**Prompt**
Copy every entry precisely.
───── Exercise data ─────
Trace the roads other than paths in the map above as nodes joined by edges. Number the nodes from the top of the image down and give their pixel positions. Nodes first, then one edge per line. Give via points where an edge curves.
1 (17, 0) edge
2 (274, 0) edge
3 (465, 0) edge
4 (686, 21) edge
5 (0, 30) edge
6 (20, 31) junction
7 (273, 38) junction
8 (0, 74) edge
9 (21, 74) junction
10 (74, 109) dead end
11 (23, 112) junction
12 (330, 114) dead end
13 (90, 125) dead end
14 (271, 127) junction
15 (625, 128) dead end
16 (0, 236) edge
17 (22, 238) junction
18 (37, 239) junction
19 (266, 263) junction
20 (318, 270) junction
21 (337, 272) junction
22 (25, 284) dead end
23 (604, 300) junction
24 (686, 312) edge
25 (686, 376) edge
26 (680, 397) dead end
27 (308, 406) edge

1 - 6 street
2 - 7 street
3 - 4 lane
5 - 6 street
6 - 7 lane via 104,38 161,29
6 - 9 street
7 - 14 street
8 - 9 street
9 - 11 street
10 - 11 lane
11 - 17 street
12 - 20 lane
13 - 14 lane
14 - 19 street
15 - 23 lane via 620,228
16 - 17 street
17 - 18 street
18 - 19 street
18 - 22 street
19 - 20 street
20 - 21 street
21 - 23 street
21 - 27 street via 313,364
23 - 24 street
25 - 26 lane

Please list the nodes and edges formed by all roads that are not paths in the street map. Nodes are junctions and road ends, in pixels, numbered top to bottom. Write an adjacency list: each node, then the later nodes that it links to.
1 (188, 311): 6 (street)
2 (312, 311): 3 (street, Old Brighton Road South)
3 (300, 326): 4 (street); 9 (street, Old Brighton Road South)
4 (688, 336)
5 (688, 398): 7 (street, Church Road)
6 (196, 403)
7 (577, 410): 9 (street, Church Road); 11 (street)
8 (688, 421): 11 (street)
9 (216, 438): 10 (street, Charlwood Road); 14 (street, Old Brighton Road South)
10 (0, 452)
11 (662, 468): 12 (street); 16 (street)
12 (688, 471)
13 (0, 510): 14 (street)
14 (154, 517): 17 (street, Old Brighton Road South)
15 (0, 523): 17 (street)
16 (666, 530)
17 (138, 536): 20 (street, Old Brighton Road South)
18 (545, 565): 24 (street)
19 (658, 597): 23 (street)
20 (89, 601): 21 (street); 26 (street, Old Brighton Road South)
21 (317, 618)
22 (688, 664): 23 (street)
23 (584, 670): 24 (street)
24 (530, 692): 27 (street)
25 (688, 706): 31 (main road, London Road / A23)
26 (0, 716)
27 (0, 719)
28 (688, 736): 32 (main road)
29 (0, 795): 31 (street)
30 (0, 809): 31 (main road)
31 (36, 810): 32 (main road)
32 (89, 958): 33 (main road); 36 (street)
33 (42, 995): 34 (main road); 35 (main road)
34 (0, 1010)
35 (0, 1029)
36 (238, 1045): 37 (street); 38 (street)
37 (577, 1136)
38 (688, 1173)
─────
**Output of the task**
Trace the roads other than paths in the map above as nodes joined by edges. Number the nodes from the top of the image down and give their pixel positions. Nodes first, then one edge per line. Give via points where an edge curves.
1 (17, 0) edge
2 (274, 0) edge
3 (465, 0) edge
4 (686, 21) edge
5 (0, 30) edge
6 (20, 31) junction
7 (273, 38) junction
8 (0, 74) edge
9 (21, 74) junction
10 (74, 109) dead end
11 (23, 112) junction
12 (330, 114) dead end
13 (90, 125) dead end
14 (271, 127) junction
15 (625, 128) dead end
16 (0, 236) edge
17 (22, 238) junction
18 (37, 239) junction
19 (266, 263) junction
20 (318, 270) junction
21 (337, 272) junction
22 (25, 284) dead end
23 (604, 300) junction
24 (686, 312) edge
25 (686, 376) edge
26 (680, 397) dead end
27 (308, 406) edge

1 - 6 street
2 - 7 street
3 - 4 lane
5 - 6 street
6 - 7 lane via 104,38 161,29
6 - 9 street
7 - 14 street
8 - 9 street
9 - 11 street
10 - 11 lane
11 - 17 street
12 - 20 lane
13 - 14 lane
14 - 19 street
15 - 23 lane via 620,228
16 - 17 street
17 - 18 street
18 - 19 street
18 - 22 street
19 - 20 street
20 - 21 street
21 - 23 street
21 - 27 street via 313,364
23 - 24 street
25 - 26 lane

Please list the nodes and edges formed by all roads that are not paths in the street map. Nodes are junctions and road ends, in pixels, numbered top to bottom. Write an adjacency list: each node, then the later nodes that it links to.
1 (188, 311): 6 (street)
2 (312, 311): 3 (street, Old Brighton Road South)
3 (300, 326): 4 (street); 9 (street, Old Brighton Road South)
4 (688, 336)
5 (688, 398): 7 (street, Church Road)
6 (196, 403)
7 (577, 410): 9 (street, Church Road); 11 (street)
8 (688, 421): 11 (street)
9 (216, 438): 10 (street, Charlwood Road); 14 (street, Old Brighton Road South)
10 (0, 452)
11 (662, 468): 12 (street); 16 (street)
12 (688, 471)
13 (0, 510): 14 (street)
14 (154, 517): 17 (street, Old Brighton Road South)
15 (0, 523): 17 (street)
16 (666, 530)
17 (138, 536): 20 (street, Old Brighton Road South)
18 (545, 565): 24 (street)
19 (658, 597): 23 (street)
20 (89, 601): 21 (street); 26 (street, Old Brighton Road South)
21 (317, 618)
22 (688, 664): 23 (street)
23 (584, 670): 24 (street)
24 (530, 692): 27 (street)
25 (688, 706): 31 (main road, London Road / A23)
26 (0, 716)
27 (0, 719)
28 (688, 736): 32 (main road)
29 (0, 795): 31 (street)
30 (0, 809): 31 (main road)
31 (36, 810): 32 (main road)
32 (89, 958): 33 (main road); 36 (street)
33 (42, 995): 34 (main road); 35 (main road)
34 (0, 1010)
35 (0, 1029)
36 (238, 1045): 37 (street); 38 (street)
37 (577, 1136)
38 (688, 1173)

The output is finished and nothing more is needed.